While trying to punish contrary opinions through government oppression is fairly new to the climate change debate, proponents of human-caused climate change have long been guilty of hiding inconvenient data, distorting and manipulating data, and ignoring a more recent and more accurate method of measuring the Earth’s temperature that does not produce “favorable” data.

For example, 37 years of satellite-based instrument measurements have provided the world's most accurate and unbiased temperature data. These measurements are free from coverage gaps and siting problems – such as artificial surfaces like concrete, asphalt, and heat sources like air conditioner exhausts – that pollute measurements of land-based instruments. Satellite measurements show no warming of the climate for 18 recent years. Despite their own satellite data, NASA advances theories based upon land-based measurements, which support the human-caused warming theory.

Mike van Biezen addressed the satellite measurement result in an article published on The Daily Wire online discussing ten of the “many scientific problems posed by the assumption that human activity” is causing climate change. In his commentary, the adjunct professor of physics, mathematics, astronomy and Earth science at Loyola Marymount University and Compton College, acknowledges things he says we know to be correct, such as that the global average temperature has increased since the 1980’s; since the 1980’s glaciers around the world are receding and the ice cap of the Arctic Ocean has lost ice since the 1980’s, especially during the summer months; and that the average global temperature for the last 10 years is approximately 0.35 degrees centigrade higher than it was during the 1980’s.

But while acknowledging that those points from 25 years ago are true, and charging that the global warming community exploits those facts to prove that human activity has caused increased temperatures, he then asserts that “no direct scientific proof or data has been shown that link the current observations to human activity.  The link is assumed to be simply a fact, with no need to investigate or discuss any scientific data.”
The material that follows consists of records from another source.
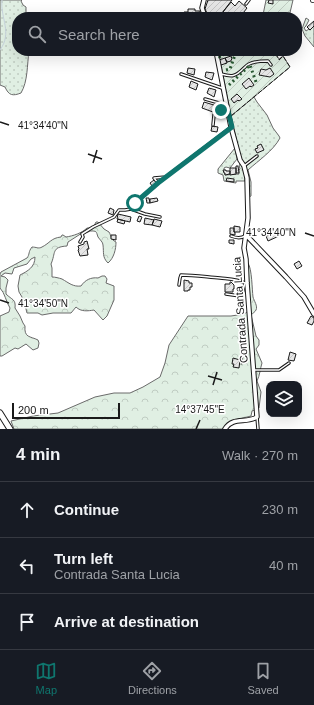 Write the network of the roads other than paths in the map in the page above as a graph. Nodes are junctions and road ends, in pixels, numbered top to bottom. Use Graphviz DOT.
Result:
graph roads {
  1 [pos="204,0"];
  2 [pos="249,0"];
  3 [pos="246,4"];
  4 [pos="203,12"];
  5 [pos="217,56"];
  6 [pos="271,65"];
  7 [pos="181,74"];
  8 [pos="221,74"];
  9 [pos="224,89"];
  10 [pos="205,99"];
  11 [pos="228,106"];
  12 [pos="228,111"];
  13 [pos="213,124"];
  14 [pos="232,127"];
  15 [pos="257,156"];
  16 [pos="244,166"];
  17 [pos="168,176"];
  18 [pos="158,183"];
  19 [pos="131,209"];
  20 [pos="160,217"];
  21 [pos="246,235"];
  22 [pos="231,236"];
  23 [pos="80,242"];
  24 [pos="246,283"];
  25 [pos="179,284"];
  26 [pos="226,294"];
  27 [pos="312,308"];
  28 [pos="314,314"];
  29 [pos="289,363"];
  30 [pos="254,370"];
  31 [pos="0,413"];
  32 [pos="257,418"];
  33 [pos="10,429"];
  34 [pos="225,429"];
  35 [pos="258,429"];
  1 -- 4 [label="street"];
  2 -- 3 [label="lane"];
  5 -- 8 [label="street, Contrada Santa Lucia"];
  6 -- 8 [label="lane"];
  7 -- 9 [label="lane"];
  8 -- 9 [label="street, Contrada Santa Lucia"];
  9 -- 11 [label="street, Contrada Santa Lucia"];
  10 -- 11 [label="lane"];
  11 -- 12 [label="street, Contrada Santa Lucia"];
  12 -- 13 [label="lane"];
  12 -- 14 [label="street, Contrada Santa Lucia"];
  14 -- 16 [label="street, Contrada Santa Lucia"];
  14 -- 17 [label="lane"];
  15 -- 16 [label="lane"];
  16 -- 21 [label="street, Contrada Santa Lucia"];
  17 -- 18 [label="lane"];
  17 -- 18 [label="lane"];
  18 -- 19 [label="lane"];
  19 -- 20 [label="lane"];
  19 -- 23 [label="lane"];
  21 -- 22 [label="lane"];
  21 -- 24 [label="street, Contrada Santa Lucia"];
  21 -- 27 [label="street"];
  24 -- 25 [label="lane"];
  24 -- 26 [label="lane"];
  24 -- 30 [label="street, Contrada Santa Lucia"];
  27 -- 28 [label="street"];
  29 -- 30 [label="lane"];
  30 -- 32 [label="street, Contrada Santa Lucia"];
  31 -- 33 [label="main road"];
  32 -- 34 [label="street"];
  32 -- 35 [label="lane"];
} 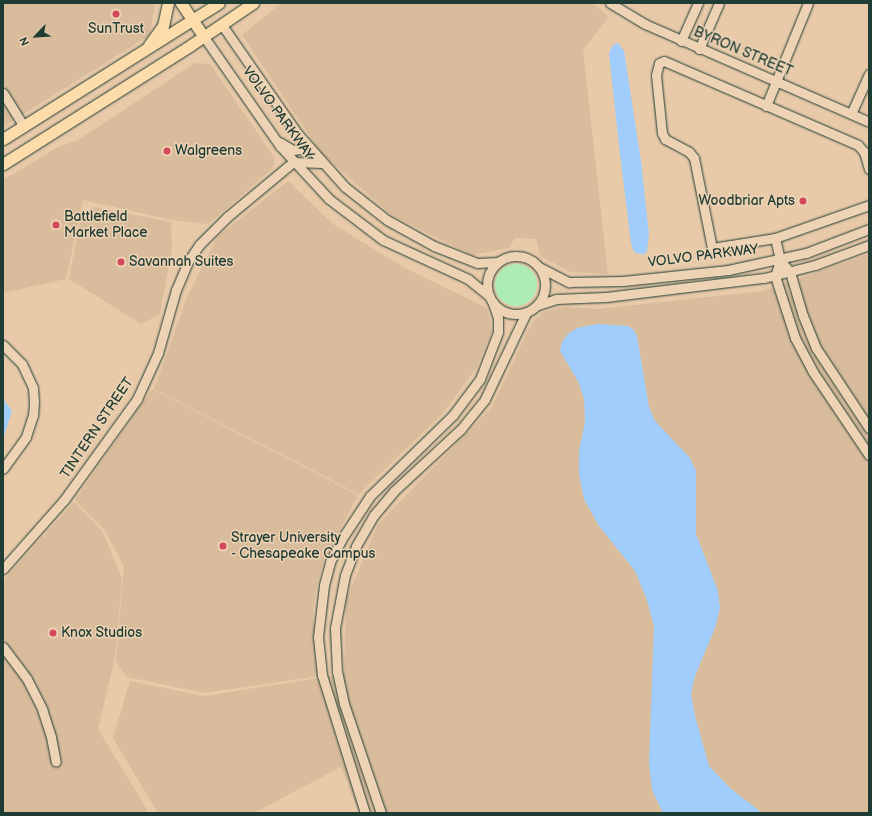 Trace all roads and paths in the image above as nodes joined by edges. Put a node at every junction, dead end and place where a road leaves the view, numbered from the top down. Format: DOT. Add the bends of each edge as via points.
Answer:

Among the many things he says are falsely assumed to be linked to human activity:
** Temperature records from around the world do not support the assumption that today’s temperatures are unusual
** Current temperatures are always compared to the temperatures of the 1980’s, but for many parts of the world the 1980’s was the coldest decade of the last 100+ years
** The world experienced a significant cooling trend between 1940 and 1980
** Urban heat island effect skews the temperature data of a significant number of weather stations
** The CO2 cannot, from a scientific perspective, be the cause of significant global temperature changes
** There have been many periods during our recent history that a warmer climate was prevalent long before the industrial revolution
** Glaciers have been melting for more than 150 years
** “Data adjustment” is used to continue the perception of global warming

Biezen provides scientific arguments to refute those commonly advanced ideas, and explains why they fail to demonstrate a connection to climate change from human activity, threatening the comfort and success of human-caused climate change advocates.

The American left, whose ideas routinely fall to logical counter-arguments, frequently resort to force of one sort or another to combat their opponents. Desperation clearly has set in, as evidenced by the radical and tyrannical use of government force by the California and New York AGs to silence dissent. But they and others who think they can quiet the voices of dissent should remember that the United States thrives because it protects its citizens’ right to think for themselves and make their own decisions based on their own preferences.

Whatever you believe about human activities contributing to changes to Earth’s climate, honest people of all ideological persuasions must agree that if you have to deceive the public in order to gain support for your ideas, perhaps there is something fundamentally wrong with those ideas.